■ What is being asked:
Please transcribe the data below in full. Omit any picture you find in it.

*** Begin section ***

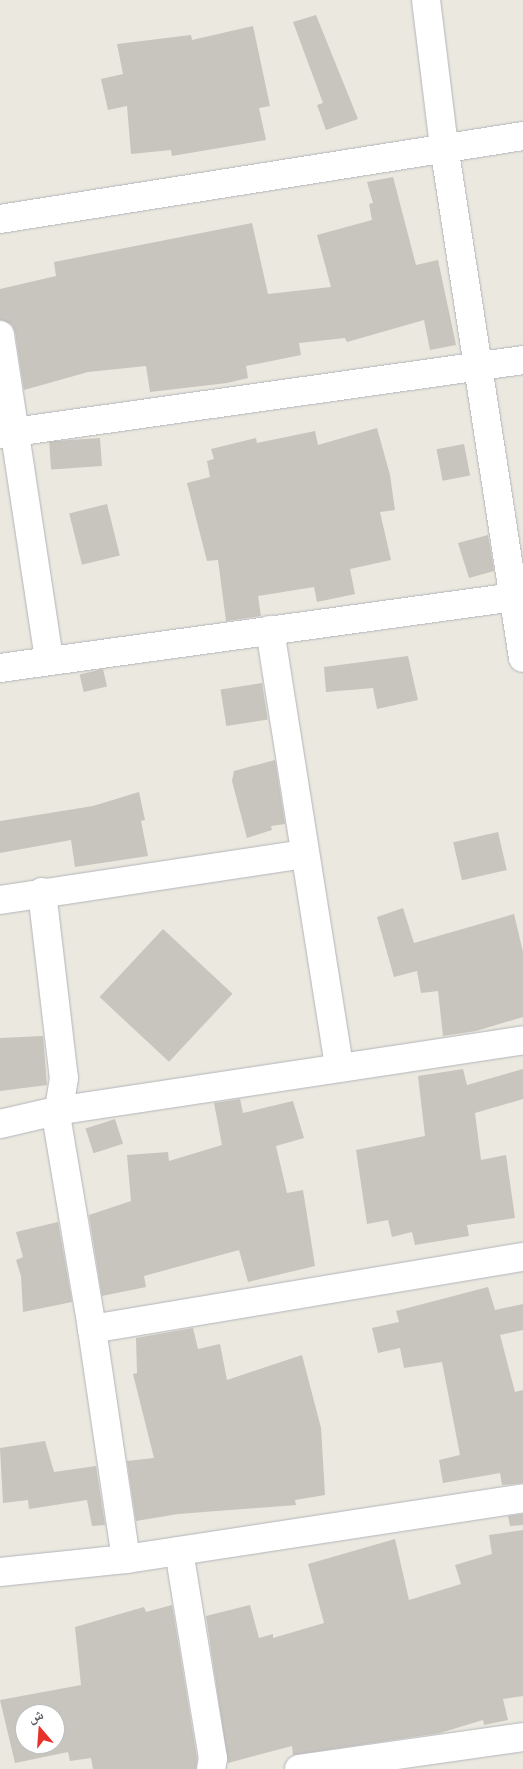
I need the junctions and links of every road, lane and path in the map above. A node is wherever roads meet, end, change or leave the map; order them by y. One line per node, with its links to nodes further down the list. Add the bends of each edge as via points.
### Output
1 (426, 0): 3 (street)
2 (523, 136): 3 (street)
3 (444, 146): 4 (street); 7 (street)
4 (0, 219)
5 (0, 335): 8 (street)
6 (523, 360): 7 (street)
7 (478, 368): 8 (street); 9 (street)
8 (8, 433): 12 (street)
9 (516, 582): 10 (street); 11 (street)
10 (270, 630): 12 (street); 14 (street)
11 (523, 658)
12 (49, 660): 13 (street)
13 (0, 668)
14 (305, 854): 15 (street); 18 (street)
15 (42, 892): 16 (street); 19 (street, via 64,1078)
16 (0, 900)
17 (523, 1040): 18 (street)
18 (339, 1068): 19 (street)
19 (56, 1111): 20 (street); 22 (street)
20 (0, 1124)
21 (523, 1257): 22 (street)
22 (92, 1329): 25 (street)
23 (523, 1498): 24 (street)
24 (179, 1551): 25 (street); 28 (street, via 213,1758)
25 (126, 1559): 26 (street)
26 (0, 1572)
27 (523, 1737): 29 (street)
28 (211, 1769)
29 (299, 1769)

*** End section ***

■ Solution below:
I need the junctions and links of every road, lane and path in the map above. A node is wherever roads meet, end, change or leave the map; order them by y. One line per node, with its links to nodes further down the list. Add the bends of each edge as via points.
### Output
1 (426, 0): 3 (street)
2 (523, 136): 3 (street)
3 (444, 146): 4 (street); 7 (street)
4 (0, 219)
5 (0, 335): 8 (street)
6 (523, 360): 7 (street)
7 (478, 368): 8 (street); 9 (street)
8 (8, 433): 12 (street)
9 (516, 582): 10 (street); 11 (street)
10 (270, 630): 12 (street); 14 (street)
11 (523, 658)
12 (49, 660): 13 (street)
13 (0, 668)
14 (305, 854): 15 (street); 18 (street)
15 (42, 892): 16 (street); 19 (street, via 64,1078)
16 (0, 900)
17 (523, 1040): 18 (street)
18 (339, 1068): 19 (street)
19 (56, 1111): 20 (street); 22 (street)
20 (0, 1124)
21 (523, 1257): 22 (street)
22 (92, 1329): 25 (street)
23 (523, 1498): 24 (street)
24 (179, 1551): 25 (street); 28 (street, via 213,1758)
25 (126, 1559): 26 (street)
26 (0, 1572)
27 (523, 1737): 29 (street)
28 (211, 1769)
29 (299, 1769)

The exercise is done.